Campus retrofits present a familiar challenge for designers. Systems often expand over decades, leaving aging infrastructure, incomplete documentation, and growing pressure to improve water efficiency. 

The University of Melbourne faced this exact situation. Its historic landscape relied on a fragmented irrigation network that no longer met modern performance standards.

Over time, independent controllers, old field wiring, and inconsistent schedules created inefficiencies across the system. The issue was not simply water use. It was the overall design. Without central control, flow monitoring, or weather-based scheduling, the grounds team had limited visibility across more than 1,000 zones.

The renovation centered on unification and data-driven control. Hydrawise® Software became the backbone of the redesigned system, enabling centralized management, weather-based adjustments, and remote diagnostics. Hunter HCC and Pro-HC Controllers were installed across 81 locations, replacing scattered control points into a single, scalable platform.
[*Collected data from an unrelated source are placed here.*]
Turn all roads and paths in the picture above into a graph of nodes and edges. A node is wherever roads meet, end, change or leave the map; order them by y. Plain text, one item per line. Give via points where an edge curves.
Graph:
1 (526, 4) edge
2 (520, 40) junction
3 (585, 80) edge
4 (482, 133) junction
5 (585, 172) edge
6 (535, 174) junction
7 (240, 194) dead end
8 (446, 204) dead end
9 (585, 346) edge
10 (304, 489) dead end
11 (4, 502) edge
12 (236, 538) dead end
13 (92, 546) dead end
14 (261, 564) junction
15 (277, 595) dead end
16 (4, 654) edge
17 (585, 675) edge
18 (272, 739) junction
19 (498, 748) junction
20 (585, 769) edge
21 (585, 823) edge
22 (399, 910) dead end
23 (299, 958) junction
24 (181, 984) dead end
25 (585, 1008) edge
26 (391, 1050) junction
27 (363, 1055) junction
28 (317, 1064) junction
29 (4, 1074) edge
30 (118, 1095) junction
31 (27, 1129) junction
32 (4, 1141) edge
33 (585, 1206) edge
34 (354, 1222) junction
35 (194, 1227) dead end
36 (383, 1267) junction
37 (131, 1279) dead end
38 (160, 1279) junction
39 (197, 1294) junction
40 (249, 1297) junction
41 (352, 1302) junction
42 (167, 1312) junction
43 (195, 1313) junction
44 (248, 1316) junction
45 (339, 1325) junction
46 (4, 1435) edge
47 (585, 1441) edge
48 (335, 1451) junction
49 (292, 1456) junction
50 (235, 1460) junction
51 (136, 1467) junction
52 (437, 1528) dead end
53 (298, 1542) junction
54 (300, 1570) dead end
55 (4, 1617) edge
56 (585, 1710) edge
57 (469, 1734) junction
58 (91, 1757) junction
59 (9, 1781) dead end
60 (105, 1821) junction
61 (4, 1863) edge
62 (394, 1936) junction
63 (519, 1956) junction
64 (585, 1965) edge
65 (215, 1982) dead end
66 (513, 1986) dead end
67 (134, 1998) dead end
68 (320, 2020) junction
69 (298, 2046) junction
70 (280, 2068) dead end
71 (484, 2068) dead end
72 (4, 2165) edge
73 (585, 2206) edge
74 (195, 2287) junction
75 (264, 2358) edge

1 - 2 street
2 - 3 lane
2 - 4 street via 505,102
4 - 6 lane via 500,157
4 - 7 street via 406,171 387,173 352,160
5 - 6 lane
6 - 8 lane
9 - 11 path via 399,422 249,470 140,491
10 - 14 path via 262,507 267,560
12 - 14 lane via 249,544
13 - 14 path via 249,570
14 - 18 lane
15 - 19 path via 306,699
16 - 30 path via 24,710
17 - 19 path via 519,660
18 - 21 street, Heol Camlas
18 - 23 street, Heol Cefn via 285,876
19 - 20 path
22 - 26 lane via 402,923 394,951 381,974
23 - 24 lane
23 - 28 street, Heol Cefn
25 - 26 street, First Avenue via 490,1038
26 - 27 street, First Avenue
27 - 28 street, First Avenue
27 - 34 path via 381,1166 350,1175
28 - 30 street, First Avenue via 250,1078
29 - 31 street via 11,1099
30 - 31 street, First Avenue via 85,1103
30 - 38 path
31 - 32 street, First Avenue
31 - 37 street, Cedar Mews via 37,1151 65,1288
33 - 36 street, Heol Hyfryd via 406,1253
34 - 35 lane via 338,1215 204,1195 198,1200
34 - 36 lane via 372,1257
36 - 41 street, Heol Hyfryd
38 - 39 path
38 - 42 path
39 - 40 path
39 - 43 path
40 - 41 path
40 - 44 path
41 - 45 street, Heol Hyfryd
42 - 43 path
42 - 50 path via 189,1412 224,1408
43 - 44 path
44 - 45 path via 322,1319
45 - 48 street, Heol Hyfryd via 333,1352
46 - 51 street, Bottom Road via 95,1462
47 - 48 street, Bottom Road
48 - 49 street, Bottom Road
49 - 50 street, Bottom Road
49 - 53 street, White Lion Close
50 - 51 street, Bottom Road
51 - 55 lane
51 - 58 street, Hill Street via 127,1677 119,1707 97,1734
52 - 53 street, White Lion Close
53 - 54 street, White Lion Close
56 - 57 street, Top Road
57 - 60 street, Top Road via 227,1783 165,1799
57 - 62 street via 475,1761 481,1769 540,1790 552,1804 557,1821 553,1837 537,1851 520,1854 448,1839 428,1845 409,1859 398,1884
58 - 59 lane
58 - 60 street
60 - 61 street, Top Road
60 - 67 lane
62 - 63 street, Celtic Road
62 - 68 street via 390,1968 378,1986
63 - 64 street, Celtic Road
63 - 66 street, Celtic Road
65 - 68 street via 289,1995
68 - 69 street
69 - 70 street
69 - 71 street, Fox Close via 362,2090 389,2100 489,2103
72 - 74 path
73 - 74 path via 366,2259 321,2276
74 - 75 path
Flow monitoring and wireless connectivity also played an important role. Hunter HC Flow Meter and Wireless Valve Link technology expanded system capabilities and minimized trenching and surface disruption. This approach protected existing hardscapes and heritage planting areas while improving hydraulic oversight and leak detection.

The result was more than a modern irrigation system. It was a smarter management framework. With flow data, alerts, and centralized programming, the team can now monitor performance and respond quickly when issues arise.  

At the University of Melbourne, Hunter technology did more than replace controllers. It provided the infrastructure needed for long-term water efficiency, clearer system oversight, and scalable campus-wide management — creating a benchmark for thoughtful irrigation renovation in complex institutional environments.